Molecular-scale determination of facet- and adsorbent-dependent phosphate adsorption by metal-based adsorbents

Abstract

Phosphate (P) adsorption systems featuring metal-based adsorbents have been claimed to achieve ultralow P removal. However, little is known about micron- and molecular-scale energetic information on P–adsorbent interactions including facet- and adsorbent-dependent adsorption of P. Herein, representative metal-based adsorbents including an iron (Fe)-based hematite material with different facets and a cerium (Ce)-based Ce-bound peptide material are utilized to characterize their facet- and adsorbent-dependencies. By exposure to a simple P solution, the adsorption experiment is performed on surfaces of hematite and Ce-bound peptide followed by the quantification of adsorbed P at the macroscopic scale and the Kelvin potential at the nanoscale. Furthermore, AFM-based force spectroscopy (FS) techniques are used to in situ map and measure the binding strengths of phosphate group–adsorbents through a functionalized AFM tip at the molecular scale by systematically changing the aqueous environment.

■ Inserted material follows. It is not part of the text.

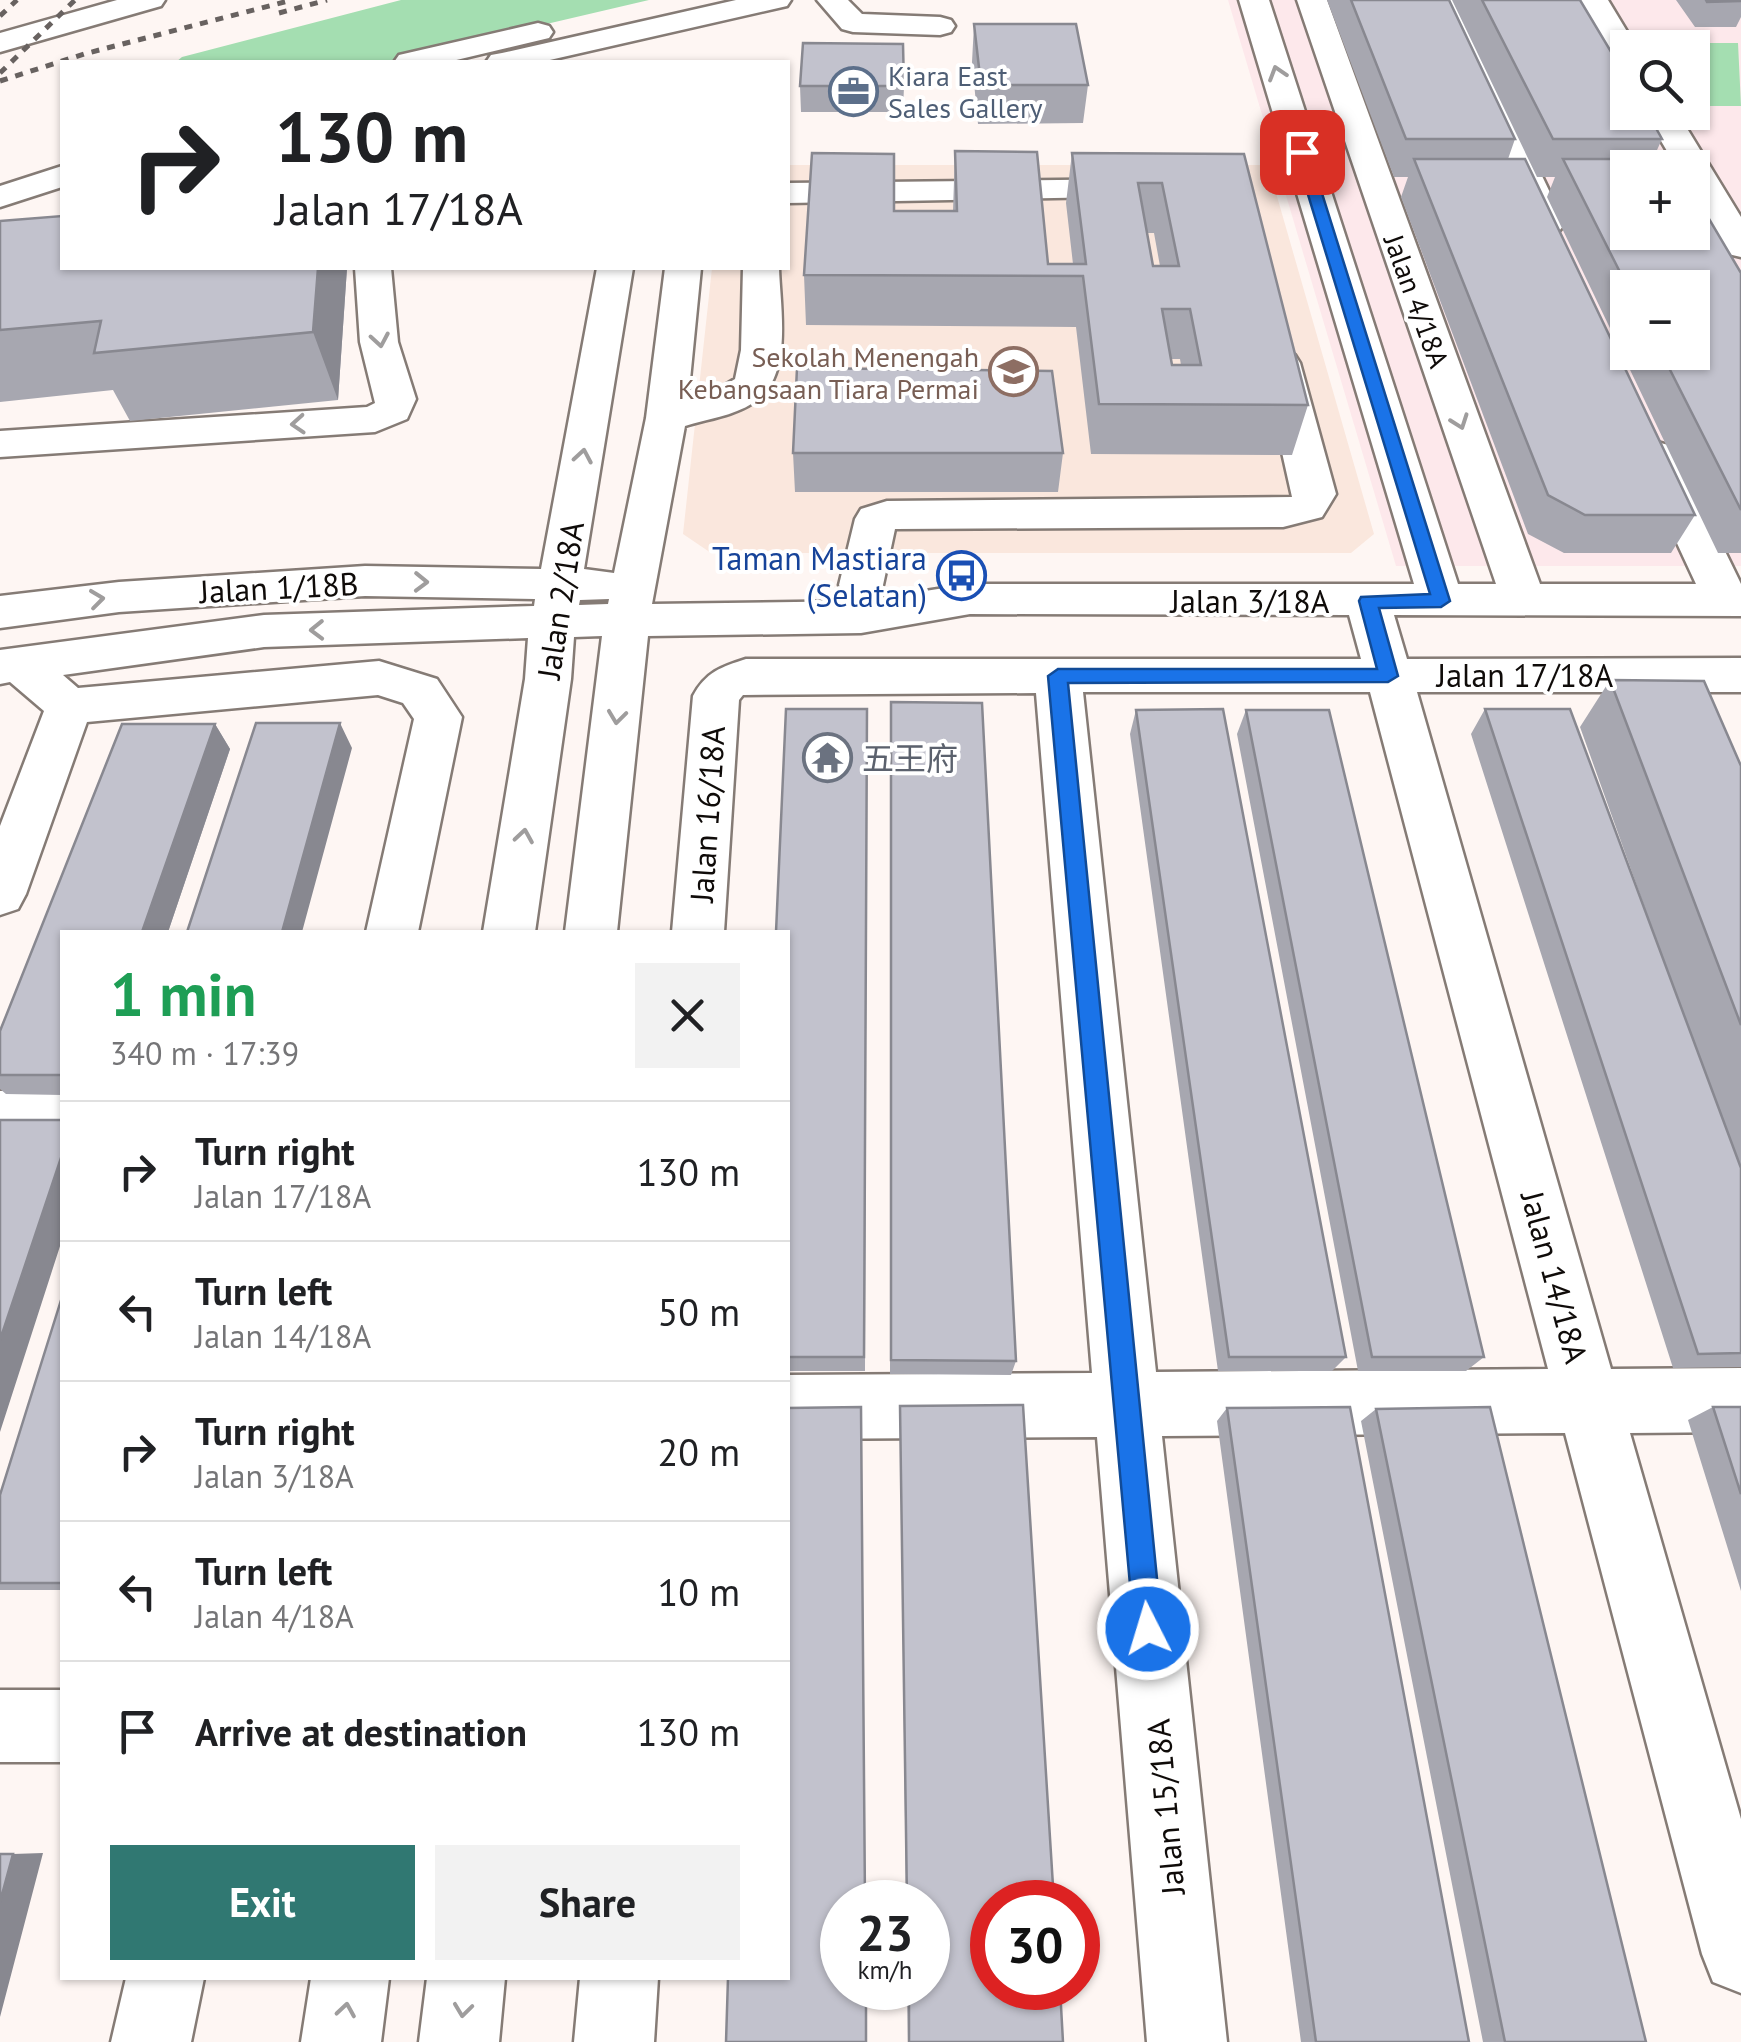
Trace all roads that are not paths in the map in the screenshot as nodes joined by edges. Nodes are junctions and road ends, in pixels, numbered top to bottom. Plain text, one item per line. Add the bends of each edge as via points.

The molecular-scale determinations of phosphate group–hematite/Ce-bound peptide interactions provide the energetic basis for the adsorption capacity of different adsorbent surfaces, which follows the trend Ce-bound peptide > the (100) > (110) > (0001) surfaces of hematite. Moreover, AFM-based DFS measurements further reveal that a higher P adsorption preferentially occurs in a more acidic or lower salt concentration solution condition. Changing the medium from a simple P solution to a complex P solution does not negatively affect the higher adsorption capacity of the Ce-bound peptide compared to hematite, which is dominated by an inner-sphere complexation mechanism through a ligand exchange process. Overall, these direct measurements of the molecular-scale binding free energy provide mechanistic insights into P–adsorbent interactions for achieving high P adsorption, which could potentially be used to characterize P adsorption systems that explicitly include different metal-based adsorbents.